Work task:
Look through the listing for the word "Thompson". Copy each line that has it.

Record excerpts:
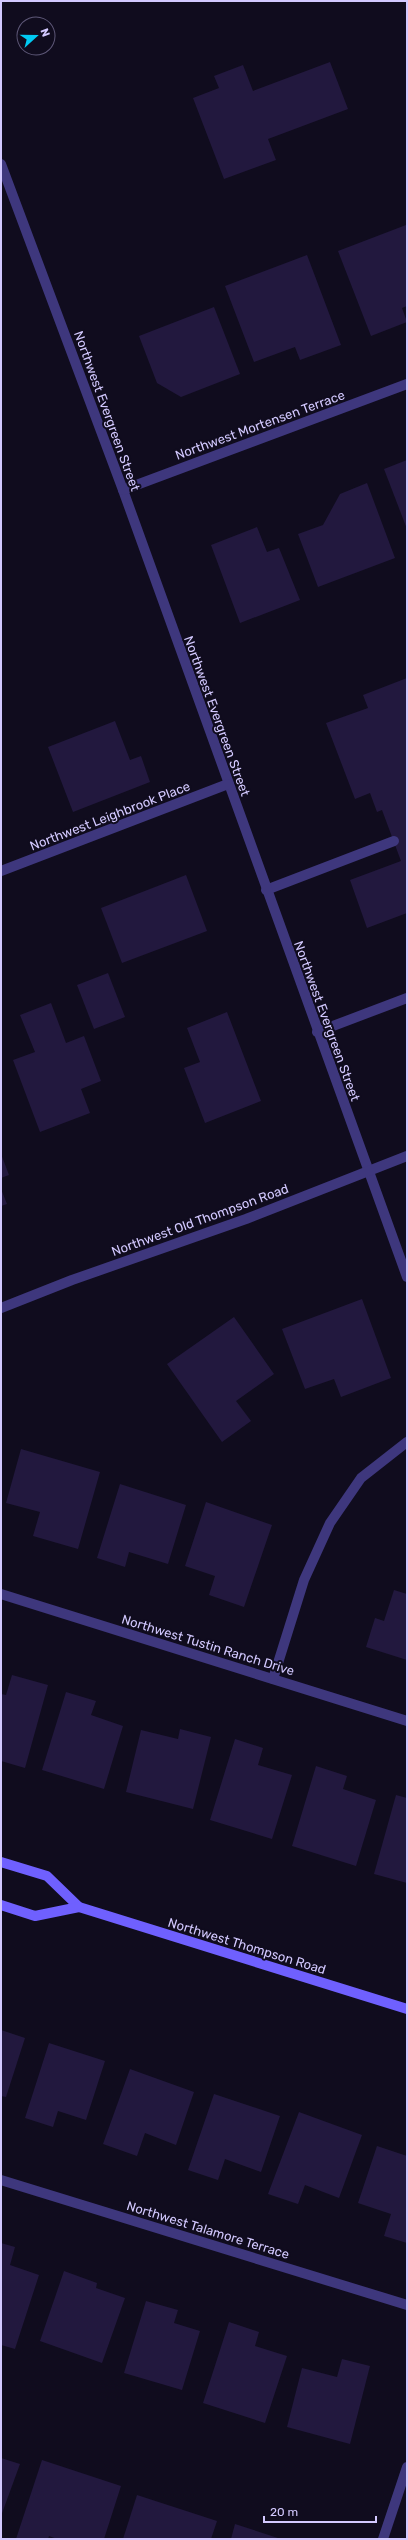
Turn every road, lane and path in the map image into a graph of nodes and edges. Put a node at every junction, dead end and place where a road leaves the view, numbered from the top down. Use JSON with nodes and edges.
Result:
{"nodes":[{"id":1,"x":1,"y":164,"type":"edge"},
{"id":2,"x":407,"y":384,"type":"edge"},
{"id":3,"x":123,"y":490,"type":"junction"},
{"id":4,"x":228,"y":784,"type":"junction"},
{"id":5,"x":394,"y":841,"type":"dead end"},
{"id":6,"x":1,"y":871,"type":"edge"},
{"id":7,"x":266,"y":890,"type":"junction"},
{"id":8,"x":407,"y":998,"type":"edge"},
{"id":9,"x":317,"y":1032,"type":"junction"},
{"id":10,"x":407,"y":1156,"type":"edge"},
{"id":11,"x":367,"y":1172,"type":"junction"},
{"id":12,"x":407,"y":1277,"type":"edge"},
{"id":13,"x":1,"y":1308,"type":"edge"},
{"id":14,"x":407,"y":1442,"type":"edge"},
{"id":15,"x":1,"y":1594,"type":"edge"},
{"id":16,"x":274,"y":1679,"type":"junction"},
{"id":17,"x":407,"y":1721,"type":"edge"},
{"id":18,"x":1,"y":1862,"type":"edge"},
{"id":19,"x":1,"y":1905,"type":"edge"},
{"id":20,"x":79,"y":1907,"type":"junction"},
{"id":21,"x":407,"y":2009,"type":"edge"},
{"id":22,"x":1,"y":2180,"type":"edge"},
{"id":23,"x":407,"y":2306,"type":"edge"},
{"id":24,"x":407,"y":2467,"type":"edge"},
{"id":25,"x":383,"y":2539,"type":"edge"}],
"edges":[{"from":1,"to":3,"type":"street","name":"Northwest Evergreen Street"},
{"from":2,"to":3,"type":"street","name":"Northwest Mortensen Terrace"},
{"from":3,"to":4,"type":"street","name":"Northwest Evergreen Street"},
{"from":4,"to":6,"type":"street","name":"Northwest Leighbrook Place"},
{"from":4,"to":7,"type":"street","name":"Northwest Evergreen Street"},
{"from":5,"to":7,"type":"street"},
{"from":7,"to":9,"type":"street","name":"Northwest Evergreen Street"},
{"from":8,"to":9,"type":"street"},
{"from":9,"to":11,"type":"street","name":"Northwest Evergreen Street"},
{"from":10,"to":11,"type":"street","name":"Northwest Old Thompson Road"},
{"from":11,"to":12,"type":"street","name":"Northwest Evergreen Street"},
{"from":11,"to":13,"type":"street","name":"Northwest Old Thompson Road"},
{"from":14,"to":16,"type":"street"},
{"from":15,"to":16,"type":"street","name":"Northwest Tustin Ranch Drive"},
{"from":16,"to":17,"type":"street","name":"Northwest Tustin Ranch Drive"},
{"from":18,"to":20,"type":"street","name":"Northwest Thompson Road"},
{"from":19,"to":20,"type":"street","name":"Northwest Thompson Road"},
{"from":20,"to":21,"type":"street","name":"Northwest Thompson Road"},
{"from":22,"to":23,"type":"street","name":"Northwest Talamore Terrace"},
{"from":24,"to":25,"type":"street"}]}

Response to this task:
{"from":10,"to":11,"type":"street","name":"Northwest Old Thompson Road"},
{"from":11,"to":13,"type":"street","name":"Northwest Old Thompson Road"},
{"from":18,"to":20,"type":"street","name":"Northwest Thompson Road"},
{"from":19,"to":20,"type":"street","name":"Northwest Thompson Road"},
{"from":20,"to":21,"type":"street","name":"Northwest Thompson Road"},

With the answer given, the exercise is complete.